* **Prompt**
Each line from the start of the records through the line containing "thumb tip: (334, 297)" is to be transcribed exactly, and no other line is to be included.

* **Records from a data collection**
***

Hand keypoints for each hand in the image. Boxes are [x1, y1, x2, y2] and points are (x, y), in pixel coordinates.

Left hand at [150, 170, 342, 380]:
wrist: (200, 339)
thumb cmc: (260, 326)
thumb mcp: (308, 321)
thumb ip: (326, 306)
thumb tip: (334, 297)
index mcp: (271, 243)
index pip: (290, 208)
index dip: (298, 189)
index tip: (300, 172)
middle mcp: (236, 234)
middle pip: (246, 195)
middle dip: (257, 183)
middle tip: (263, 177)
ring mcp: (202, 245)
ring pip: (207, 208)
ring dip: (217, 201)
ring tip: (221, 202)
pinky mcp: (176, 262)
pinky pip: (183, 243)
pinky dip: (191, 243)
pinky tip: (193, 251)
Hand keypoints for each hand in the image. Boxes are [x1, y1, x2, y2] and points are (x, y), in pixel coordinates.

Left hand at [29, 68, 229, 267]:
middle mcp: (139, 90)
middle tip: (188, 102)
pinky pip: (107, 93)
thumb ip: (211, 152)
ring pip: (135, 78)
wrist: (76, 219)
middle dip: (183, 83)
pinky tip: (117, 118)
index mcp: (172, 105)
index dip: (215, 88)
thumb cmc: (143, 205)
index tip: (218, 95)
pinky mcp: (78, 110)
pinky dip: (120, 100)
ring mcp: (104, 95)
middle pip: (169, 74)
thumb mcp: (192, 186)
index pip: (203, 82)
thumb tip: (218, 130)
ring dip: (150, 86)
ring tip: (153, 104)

***

* **Task answer**
Hand keypoints for each hand in the image. Boxes are [x1, y1, x2, y2] and points are (x, y), in pixel coordinates.

Left hand at [150, 170, 342, 380]:
wrist: (200, 339)
thumb cmc: (260, 326)
thumb mcp: (308, 321)
thumb ip: (326, 306)
thumb tip: (334, 297)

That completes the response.